## Work item
Filter the listing down to the lines containing the word "Drive".

===

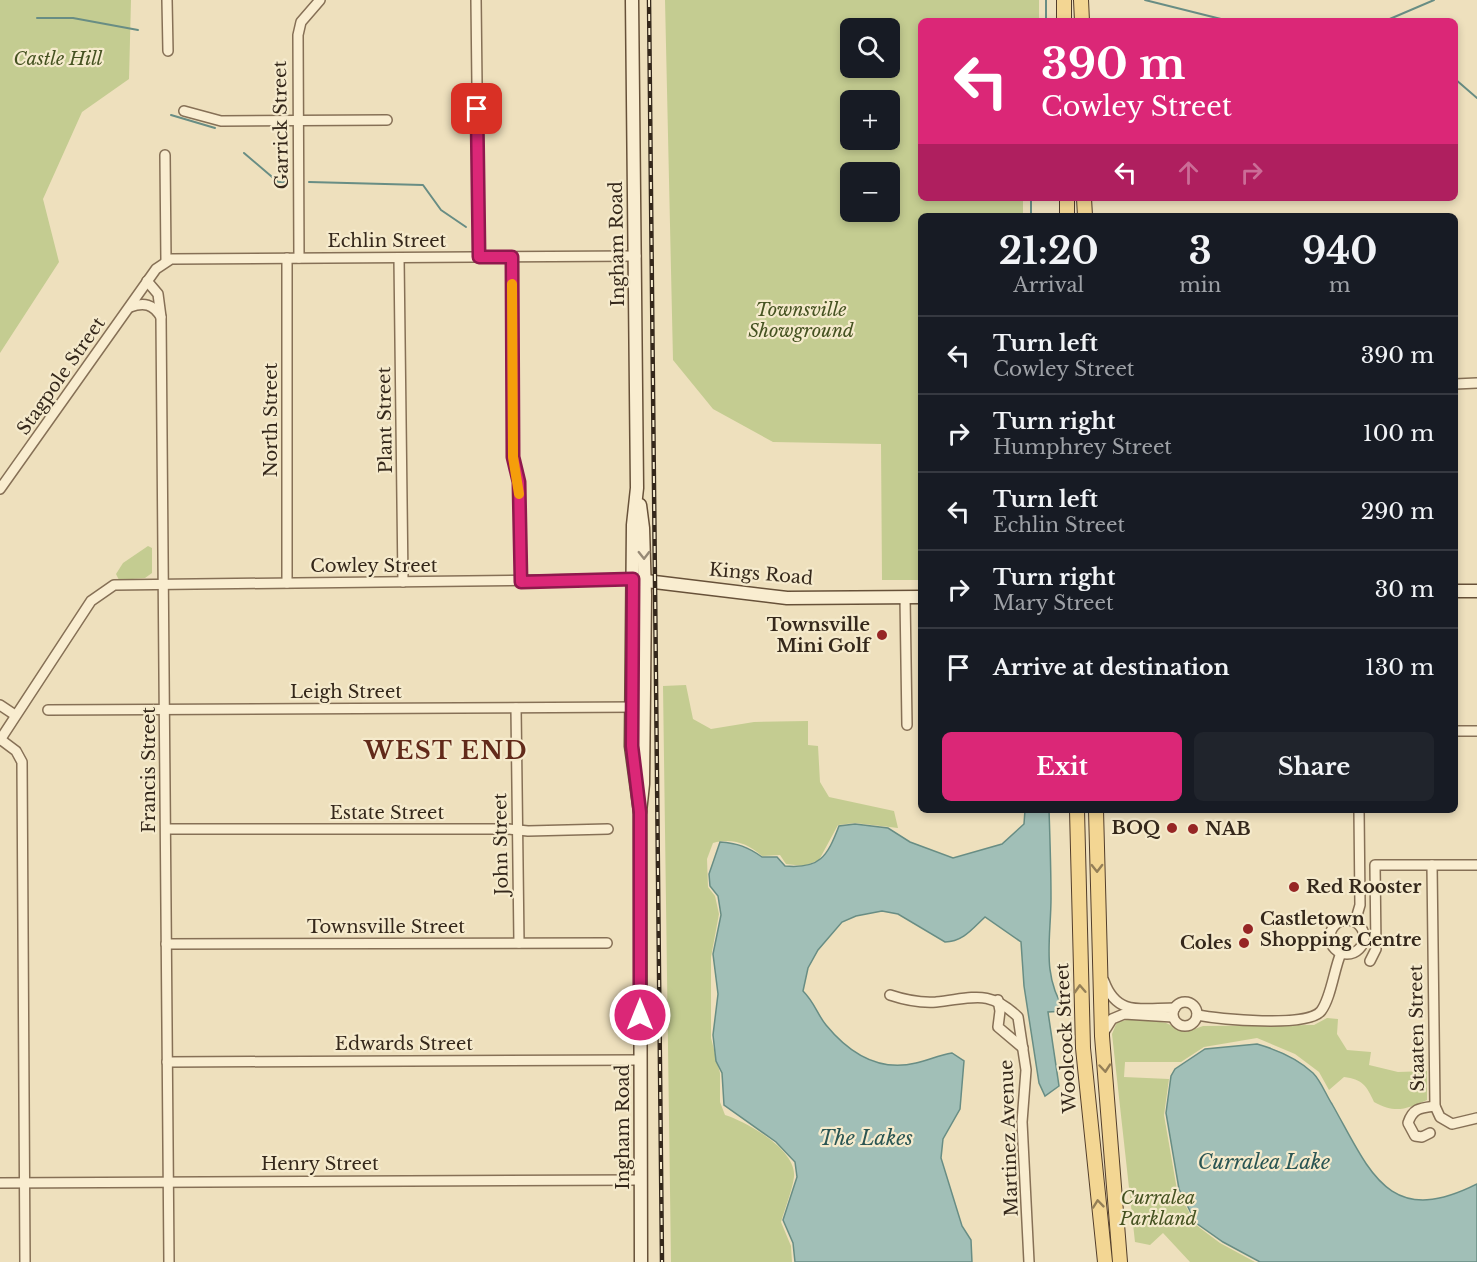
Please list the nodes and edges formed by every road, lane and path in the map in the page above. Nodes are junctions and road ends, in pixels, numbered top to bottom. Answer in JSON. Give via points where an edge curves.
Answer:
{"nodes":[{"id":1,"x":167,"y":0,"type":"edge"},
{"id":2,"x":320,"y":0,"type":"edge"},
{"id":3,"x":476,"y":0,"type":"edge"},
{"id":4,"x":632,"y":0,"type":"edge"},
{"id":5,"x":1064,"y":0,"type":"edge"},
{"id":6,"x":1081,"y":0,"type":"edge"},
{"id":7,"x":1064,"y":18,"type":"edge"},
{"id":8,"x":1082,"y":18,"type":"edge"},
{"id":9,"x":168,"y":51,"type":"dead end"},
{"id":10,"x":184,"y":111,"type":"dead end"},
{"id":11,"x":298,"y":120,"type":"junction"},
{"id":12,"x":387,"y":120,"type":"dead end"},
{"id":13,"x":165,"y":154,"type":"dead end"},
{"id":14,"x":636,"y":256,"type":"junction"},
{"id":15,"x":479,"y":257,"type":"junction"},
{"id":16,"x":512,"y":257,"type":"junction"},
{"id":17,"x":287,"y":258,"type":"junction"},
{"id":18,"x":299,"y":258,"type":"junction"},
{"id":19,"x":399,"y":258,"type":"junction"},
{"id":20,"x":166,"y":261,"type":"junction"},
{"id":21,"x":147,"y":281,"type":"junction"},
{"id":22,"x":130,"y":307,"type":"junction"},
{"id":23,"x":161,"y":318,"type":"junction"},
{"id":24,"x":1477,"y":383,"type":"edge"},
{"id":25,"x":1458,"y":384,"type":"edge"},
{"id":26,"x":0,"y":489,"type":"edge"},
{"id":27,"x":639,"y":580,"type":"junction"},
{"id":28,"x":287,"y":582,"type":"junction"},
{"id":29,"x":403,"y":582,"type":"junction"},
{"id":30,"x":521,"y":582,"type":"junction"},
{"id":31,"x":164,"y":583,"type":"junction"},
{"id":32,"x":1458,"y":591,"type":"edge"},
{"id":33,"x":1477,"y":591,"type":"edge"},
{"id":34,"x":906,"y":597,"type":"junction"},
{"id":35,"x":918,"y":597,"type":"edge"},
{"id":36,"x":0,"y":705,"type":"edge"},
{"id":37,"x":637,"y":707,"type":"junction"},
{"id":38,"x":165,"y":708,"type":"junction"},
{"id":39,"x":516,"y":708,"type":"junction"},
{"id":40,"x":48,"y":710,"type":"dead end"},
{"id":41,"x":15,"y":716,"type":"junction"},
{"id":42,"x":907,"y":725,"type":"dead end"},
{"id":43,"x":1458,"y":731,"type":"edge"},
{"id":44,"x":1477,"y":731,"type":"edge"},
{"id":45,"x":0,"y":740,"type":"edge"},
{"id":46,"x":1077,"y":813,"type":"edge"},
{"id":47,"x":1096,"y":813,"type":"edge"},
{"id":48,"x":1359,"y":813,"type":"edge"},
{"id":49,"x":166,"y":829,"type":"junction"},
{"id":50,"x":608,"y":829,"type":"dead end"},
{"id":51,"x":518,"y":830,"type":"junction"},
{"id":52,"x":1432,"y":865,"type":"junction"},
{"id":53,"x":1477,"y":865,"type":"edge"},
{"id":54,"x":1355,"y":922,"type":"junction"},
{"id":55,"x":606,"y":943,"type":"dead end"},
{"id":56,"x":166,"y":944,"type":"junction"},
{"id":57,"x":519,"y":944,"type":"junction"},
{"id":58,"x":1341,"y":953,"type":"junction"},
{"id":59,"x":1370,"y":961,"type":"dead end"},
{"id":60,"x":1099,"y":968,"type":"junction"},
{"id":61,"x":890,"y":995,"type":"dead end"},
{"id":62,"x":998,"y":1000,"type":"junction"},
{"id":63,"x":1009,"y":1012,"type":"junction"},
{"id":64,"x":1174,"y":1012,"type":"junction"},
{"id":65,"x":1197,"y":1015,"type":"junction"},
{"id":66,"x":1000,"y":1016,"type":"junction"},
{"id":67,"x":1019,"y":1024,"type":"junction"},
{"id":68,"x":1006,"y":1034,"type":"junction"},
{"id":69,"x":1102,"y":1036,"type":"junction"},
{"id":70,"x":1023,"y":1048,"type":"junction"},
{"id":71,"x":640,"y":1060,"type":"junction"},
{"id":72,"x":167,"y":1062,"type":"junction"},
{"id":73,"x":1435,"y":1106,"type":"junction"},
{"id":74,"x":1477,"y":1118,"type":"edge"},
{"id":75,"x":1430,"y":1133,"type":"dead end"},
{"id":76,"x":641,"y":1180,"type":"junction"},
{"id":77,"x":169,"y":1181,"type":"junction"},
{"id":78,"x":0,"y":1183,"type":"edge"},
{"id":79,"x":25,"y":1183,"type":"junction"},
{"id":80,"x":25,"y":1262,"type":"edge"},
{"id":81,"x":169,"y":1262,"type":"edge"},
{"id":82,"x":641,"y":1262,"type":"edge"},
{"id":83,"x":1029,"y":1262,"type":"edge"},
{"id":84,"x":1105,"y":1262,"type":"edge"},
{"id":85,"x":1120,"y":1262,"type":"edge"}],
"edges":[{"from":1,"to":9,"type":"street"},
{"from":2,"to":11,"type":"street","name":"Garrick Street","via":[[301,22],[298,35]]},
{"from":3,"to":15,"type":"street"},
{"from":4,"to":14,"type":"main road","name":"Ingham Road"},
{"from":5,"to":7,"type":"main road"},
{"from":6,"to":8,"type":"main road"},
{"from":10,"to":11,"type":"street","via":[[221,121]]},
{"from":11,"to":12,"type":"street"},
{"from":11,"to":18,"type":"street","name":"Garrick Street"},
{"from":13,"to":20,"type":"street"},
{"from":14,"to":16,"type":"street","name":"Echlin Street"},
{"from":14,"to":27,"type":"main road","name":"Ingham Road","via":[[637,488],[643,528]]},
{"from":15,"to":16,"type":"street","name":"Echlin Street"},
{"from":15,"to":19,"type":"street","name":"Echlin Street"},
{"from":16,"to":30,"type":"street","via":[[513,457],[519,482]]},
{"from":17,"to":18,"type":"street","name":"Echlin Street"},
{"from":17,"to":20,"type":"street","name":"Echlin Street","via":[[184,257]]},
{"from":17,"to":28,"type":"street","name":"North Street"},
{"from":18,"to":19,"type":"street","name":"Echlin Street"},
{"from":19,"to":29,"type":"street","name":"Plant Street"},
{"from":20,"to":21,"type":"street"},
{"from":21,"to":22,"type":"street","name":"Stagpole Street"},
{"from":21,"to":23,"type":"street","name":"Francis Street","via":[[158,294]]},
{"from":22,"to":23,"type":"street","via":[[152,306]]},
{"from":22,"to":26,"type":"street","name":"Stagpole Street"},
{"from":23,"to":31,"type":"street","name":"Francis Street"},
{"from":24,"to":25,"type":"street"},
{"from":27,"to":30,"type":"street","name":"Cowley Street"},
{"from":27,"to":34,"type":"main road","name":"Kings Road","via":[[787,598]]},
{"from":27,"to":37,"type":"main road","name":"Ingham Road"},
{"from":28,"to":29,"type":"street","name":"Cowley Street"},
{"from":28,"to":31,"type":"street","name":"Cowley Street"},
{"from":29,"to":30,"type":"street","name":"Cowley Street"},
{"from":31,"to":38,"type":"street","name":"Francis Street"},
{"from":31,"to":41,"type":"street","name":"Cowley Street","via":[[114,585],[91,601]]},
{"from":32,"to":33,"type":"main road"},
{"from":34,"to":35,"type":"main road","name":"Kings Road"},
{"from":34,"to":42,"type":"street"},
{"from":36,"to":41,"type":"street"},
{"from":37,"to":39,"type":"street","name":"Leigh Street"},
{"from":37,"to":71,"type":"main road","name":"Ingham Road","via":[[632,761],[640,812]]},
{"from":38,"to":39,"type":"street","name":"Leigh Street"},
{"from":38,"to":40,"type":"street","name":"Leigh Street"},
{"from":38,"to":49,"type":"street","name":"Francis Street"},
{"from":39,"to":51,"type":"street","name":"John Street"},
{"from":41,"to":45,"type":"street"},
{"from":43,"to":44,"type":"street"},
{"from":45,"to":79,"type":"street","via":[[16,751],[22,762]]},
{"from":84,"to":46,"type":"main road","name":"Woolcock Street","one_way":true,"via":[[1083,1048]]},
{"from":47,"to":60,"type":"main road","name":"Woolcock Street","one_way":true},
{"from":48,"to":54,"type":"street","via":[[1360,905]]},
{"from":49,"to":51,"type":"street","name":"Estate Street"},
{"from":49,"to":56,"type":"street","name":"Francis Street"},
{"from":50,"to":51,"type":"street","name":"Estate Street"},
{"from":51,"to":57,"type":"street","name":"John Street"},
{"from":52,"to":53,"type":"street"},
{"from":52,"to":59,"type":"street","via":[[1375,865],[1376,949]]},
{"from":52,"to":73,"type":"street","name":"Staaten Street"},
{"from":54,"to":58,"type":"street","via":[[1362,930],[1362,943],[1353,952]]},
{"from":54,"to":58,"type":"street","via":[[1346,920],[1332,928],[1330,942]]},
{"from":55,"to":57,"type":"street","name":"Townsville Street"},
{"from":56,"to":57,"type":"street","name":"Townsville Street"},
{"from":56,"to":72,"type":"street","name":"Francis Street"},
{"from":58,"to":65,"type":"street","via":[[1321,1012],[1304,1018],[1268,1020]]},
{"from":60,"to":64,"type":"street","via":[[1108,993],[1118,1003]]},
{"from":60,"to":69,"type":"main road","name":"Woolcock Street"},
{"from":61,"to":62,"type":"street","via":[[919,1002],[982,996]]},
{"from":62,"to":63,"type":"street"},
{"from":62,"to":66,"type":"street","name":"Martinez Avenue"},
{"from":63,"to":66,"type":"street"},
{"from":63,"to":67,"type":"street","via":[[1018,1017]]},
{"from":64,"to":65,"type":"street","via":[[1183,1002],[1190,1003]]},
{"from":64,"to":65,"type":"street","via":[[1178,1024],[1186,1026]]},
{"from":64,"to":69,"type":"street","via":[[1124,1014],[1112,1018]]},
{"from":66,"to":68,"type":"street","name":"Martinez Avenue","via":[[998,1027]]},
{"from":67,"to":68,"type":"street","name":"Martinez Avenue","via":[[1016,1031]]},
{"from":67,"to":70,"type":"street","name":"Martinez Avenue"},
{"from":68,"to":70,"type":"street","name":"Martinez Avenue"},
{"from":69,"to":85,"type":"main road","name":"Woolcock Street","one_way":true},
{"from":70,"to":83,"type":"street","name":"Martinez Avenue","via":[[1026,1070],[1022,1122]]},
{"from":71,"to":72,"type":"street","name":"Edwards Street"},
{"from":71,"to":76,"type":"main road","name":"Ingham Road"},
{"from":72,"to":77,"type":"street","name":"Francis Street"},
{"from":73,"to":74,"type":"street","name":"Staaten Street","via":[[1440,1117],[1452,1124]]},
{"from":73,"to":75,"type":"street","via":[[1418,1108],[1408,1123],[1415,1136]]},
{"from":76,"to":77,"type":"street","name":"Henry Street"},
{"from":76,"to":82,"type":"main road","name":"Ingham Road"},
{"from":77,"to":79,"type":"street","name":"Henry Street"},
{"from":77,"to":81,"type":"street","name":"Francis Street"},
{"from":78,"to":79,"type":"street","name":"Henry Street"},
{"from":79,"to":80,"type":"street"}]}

===

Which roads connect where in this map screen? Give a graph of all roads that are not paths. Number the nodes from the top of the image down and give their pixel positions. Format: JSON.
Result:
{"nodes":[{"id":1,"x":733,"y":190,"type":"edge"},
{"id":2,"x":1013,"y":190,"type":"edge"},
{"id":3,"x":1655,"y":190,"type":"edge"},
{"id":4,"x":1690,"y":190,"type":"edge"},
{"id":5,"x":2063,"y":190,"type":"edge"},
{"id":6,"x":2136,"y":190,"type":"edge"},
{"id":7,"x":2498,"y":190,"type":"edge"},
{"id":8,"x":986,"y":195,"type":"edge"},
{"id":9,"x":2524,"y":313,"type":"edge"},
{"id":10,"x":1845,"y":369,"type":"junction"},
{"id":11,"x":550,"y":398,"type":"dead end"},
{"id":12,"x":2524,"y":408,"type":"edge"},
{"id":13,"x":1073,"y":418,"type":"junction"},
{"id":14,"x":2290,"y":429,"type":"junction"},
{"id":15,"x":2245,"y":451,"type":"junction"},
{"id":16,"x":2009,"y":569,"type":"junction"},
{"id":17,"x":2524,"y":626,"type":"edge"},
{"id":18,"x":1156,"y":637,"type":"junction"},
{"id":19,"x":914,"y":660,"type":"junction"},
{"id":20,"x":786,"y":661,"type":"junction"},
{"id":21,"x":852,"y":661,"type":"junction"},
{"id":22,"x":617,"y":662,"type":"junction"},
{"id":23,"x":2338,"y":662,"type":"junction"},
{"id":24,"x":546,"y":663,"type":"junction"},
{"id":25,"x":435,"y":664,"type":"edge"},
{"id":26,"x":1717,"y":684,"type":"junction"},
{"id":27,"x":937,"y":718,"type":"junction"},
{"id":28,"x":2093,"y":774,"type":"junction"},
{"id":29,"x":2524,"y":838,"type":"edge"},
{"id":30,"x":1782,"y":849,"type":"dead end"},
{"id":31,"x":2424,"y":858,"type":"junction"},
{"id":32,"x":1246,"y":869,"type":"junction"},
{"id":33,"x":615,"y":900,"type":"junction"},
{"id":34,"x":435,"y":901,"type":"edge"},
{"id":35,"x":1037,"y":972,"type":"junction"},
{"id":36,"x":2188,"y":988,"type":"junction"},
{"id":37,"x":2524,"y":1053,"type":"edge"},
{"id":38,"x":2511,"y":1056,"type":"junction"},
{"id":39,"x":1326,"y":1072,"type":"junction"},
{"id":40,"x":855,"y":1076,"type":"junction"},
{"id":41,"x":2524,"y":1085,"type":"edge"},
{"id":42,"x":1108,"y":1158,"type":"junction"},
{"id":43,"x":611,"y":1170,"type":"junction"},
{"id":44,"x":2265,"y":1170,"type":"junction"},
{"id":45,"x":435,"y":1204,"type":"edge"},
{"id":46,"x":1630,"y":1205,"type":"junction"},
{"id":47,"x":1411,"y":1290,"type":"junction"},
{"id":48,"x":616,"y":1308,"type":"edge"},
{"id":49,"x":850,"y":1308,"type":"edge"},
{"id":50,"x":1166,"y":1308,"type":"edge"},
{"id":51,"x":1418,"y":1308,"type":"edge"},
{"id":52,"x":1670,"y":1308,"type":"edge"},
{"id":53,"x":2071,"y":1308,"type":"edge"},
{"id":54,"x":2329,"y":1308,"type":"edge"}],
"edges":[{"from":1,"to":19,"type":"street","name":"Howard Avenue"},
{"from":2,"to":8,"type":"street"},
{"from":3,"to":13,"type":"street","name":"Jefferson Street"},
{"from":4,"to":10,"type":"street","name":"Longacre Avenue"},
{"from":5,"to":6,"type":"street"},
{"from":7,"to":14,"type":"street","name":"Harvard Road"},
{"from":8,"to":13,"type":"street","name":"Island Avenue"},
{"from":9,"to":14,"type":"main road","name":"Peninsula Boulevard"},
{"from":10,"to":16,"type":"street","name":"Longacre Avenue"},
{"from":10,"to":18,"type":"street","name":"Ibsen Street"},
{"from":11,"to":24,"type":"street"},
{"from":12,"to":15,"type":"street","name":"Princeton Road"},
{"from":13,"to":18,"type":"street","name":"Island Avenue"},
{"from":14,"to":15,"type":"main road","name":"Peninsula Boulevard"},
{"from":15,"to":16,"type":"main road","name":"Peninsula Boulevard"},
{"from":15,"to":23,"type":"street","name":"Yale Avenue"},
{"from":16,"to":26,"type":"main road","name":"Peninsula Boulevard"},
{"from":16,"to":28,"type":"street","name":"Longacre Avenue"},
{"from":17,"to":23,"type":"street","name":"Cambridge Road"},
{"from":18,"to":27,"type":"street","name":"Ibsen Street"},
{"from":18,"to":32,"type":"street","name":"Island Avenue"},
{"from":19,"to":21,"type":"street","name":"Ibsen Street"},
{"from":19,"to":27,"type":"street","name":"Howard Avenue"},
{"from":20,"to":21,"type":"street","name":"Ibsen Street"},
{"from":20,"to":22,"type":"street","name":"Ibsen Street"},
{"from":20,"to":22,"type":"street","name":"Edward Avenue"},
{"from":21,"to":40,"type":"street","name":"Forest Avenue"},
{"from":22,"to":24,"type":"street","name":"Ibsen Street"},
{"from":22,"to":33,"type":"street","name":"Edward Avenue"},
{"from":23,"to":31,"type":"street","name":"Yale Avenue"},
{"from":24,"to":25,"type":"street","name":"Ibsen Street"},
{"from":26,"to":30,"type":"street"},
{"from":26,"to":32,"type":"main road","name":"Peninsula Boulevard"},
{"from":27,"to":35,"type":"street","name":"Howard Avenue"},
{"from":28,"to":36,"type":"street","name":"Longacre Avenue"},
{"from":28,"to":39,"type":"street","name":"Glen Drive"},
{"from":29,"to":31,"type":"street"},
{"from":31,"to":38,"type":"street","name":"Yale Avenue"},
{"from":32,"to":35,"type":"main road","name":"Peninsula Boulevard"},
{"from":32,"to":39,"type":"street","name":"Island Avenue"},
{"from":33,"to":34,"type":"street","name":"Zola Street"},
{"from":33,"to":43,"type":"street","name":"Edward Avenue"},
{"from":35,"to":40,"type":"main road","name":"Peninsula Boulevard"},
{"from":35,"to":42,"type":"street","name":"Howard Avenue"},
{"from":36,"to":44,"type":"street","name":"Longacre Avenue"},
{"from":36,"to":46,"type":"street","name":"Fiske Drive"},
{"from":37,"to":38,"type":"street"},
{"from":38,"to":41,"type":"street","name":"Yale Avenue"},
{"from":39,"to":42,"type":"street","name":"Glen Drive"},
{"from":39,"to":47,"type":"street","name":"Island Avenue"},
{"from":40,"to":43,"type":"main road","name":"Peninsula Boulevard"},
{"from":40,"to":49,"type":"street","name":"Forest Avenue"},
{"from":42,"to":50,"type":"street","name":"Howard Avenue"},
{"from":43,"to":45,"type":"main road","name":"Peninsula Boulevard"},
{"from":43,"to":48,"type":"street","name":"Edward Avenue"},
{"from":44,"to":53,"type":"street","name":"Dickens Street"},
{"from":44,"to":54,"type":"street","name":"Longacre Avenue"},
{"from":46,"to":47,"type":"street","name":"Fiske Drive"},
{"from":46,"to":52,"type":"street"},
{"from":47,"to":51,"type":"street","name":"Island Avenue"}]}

===

## Output for this exercise
{"from":28,"to":39,"type":"street","name":"Glen Drive"},
{"from":36,"to":46,"type":"street","name":"Fiske Drive"},
{"from":39,"to":42,"type":"street","name":"Glen Drive"},
{"from":46,"to":47,"type":"street","name":"Fiske Drive"},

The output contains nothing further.